Task goal: Report only how many lines of the entries below contain the string "Hortensia".

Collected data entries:
<<<<
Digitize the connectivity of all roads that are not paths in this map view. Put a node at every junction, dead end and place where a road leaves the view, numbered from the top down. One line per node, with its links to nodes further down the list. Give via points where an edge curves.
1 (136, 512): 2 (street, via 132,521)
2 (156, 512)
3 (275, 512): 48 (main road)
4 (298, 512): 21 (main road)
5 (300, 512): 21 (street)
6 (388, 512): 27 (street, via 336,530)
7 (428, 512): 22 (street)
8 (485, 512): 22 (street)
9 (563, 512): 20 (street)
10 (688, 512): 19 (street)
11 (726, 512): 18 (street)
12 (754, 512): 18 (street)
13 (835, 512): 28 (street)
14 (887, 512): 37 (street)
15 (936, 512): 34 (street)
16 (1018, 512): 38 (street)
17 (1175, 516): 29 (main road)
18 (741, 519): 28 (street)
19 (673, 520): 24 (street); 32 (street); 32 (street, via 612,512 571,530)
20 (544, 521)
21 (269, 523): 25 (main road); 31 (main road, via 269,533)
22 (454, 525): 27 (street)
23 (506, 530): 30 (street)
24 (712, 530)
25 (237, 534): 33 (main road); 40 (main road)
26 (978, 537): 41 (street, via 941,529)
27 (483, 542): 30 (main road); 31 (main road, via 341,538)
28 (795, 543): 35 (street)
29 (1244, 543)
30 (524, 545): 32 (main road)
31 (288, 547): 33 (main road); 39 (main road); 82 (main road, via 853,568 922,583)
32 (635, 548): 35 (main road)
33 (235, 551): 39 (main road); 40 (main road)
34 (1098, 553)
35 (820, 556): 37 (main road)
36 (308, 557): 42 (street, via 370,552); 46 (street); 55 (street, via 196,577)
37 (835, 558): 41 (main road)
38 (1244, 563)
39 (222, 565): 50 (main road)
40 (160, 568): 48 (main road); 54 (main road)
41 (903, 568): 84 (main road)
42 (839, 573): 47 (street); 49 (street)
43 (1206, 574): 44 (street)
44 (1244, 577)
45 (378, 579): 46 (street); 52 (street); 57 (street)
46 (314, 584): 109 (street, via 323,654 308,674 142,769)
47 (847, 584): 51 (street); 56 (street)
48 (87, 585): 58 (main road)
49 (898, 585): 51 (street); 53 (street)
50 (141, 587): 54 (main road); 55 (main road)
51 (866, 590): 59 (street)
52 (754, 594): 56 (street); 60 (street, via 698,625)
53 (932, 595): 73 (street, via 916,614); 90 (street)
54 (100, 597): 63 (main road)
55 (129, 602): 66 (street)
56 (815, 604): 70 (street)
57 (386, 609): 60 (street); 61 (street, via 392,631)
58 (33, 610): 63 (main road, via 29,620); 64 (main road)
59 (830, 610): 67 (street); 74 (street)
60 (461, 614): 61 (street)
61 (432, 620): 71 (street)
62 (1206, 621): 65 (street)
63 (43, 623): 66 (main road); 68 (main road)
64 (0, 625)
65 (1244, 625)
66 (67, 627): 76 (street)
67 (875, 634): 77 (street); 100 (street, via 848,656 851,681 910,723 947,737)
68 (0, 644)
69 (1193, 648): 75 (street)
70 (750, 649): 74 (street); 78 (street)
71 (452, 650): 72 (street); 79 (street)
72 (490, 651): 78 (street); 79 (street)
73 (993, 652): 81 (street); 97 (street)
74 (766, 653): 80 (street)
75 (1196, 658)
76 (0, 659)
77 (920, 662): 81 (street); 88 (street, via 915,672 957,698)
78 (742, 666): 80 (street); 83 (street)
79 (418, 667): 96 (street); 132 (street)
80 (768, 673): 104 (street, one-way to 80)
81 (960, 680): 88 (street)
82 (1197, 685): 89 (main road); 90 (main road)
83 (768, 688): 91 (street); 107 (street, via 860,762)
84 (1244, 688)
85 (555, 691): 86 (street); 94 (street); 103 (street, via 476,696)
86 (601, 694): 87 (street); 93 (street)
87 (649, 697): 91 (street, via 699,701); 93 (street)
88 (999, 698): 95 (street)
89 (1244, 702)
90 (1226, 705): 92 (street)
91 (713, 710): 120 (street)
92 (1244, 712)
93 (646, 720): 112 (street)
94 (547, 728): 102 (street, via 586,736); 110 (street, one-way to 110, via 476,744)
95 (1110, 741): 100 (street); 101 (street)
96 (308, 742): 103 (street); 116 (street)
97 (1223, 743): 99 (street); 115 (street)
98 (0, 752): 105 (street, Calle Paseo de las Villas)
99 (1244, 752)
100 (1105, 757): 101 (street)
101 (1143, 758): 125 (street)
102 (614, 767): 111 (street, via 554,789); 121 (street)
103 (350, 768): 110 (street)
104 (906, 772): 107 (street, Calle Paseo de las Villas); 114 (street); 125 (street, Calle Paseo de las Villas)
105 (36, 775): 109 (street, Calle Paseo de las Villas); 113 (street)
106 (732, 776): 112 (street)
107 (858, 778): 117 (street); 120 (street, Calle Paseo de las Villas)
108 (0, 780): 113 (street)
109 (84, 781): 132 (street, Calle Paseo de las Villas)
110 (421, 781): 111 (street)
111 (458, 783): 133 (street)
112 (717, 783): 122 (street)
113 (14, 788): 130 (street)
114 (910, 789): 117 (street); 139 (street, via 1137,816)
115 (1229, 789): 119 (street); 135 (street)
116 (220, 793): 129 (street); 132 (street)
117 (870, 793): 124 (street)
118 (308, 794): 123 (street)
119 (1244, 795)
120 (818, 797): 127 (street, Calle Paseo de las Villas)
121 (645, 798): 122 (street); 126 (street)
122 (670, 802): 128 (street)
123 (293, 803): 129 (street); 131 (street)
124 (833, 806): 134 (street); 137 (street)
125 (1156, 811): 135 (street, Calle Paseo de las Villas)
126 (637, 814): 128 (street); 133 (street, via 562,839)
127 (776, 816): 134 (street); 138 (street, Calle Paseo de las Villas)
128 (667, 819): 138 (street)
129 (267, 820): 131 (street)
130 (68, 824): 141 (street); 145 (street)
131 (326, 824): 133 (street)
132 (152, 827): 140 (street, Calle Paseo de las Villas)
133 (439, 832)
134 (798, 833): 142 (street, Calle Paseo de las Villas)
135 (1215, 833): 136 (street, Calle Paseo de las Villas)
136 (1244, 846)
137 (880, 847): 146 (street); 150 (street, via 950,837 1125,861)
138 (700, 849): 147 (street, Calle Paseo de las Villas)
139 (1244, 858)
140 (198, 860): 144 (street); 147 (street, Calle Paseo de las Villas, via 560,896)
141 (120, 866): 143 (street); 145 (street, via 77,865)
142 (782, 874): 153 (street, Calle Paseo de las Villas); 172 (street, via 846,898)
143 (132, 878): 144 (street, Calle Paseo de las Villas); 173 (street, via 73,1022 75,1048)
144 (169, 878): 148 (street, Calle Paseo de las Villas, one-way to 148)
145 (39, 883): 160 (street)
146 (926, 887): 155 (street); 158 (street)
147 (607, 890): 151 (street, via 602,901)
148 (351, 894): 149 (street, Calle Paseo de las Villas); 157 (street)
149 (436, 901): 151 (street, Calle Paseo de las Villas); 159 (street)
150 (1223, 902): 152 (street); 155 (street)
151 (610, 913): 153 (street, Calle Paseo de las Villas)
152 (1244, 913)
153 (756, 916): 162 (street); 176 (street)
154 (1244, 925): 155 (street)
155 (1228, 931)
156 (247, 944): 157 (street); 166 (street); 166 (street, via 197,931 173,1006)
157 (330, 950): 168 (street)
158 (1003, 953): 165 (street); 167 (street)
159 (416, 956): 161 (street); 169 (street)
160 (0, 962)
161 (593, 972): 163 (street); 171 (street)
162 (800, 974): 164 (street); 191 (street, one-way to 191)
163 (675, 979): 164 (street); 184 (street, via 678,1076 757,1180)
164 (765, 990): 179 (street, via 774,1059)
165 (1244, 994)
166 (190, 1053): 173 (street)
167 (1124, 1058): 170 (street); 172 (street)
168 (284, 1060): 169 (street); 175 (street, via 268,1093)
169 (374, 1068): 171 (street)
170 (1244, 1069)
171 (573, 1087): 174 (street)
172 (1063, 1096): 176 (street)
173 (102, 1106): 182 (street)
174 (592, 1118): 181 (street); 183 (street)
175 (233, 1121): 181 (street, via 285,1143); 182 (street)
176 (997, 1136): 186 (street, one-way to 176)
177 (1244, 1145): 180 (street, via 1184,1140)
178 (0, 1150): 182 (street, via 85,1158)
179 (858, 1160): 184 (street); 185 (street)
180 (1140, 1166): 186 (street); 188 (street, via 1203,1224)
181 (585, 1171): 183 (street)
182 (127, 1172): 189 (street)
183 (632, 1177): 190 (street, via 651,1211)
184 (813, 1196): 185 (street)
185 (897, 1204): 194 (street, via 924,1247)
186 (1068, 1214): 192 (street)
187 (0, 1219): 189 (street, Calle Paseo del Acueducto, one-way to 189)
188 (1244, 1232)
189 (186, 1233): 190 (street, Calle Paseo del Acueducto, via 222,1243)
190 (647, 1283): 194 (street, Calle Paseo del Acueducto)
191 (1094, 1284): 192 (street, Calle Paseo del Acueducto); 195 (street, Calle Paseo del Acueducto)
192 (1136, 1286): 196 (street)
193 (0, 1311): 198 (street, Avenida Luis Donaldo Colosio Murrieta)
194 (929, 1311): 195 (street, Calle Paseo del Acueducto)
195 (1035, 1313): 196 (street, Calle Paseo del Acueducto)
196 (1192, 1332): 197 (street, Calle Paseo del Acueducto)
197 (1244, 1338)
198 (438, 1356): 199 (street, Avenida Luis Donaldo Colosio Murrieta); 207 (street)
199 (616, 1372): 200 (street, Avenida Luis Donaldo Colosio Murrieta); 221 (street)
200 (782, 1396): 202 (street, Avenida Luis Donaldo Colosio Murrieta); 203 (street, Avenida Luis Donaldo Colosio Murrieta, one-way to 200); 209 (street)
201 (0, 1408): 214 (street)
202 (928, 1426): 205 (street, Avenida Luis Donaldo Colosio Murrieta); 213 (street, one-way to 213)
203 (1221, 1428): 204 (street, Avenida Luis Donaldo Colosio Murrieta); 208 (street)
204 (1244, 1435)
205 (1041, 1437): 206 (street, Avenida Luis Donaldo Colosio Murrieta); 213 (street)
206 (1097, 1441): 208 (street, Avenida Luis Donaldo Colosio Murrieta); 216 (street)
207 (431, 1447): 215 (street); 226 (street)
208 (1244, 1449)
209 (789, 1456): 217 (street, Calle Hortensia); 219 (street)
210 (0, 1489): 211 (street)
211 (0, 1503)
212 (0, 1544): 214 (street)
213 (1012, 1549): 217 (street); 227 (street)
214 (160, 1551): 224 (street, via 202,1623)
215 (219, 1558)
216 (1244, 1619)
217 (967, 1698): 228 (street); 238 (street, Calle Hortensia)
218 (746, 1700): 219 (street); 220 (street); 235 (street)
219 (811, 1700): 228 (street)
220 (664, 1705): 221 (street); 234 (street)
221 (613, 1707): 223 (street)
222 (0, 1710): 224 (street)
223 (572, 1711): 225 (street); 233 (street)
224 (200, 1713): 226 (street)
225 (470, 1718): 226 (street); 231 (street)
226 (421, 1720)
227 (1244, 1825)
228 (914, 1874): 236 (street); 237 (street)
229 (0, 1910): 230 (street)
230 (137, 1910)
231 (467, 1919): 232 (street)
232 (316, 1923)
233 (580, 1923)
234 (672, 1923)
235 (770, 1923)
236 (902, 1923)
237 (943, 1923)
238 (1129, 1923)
>>>>
Task output: 2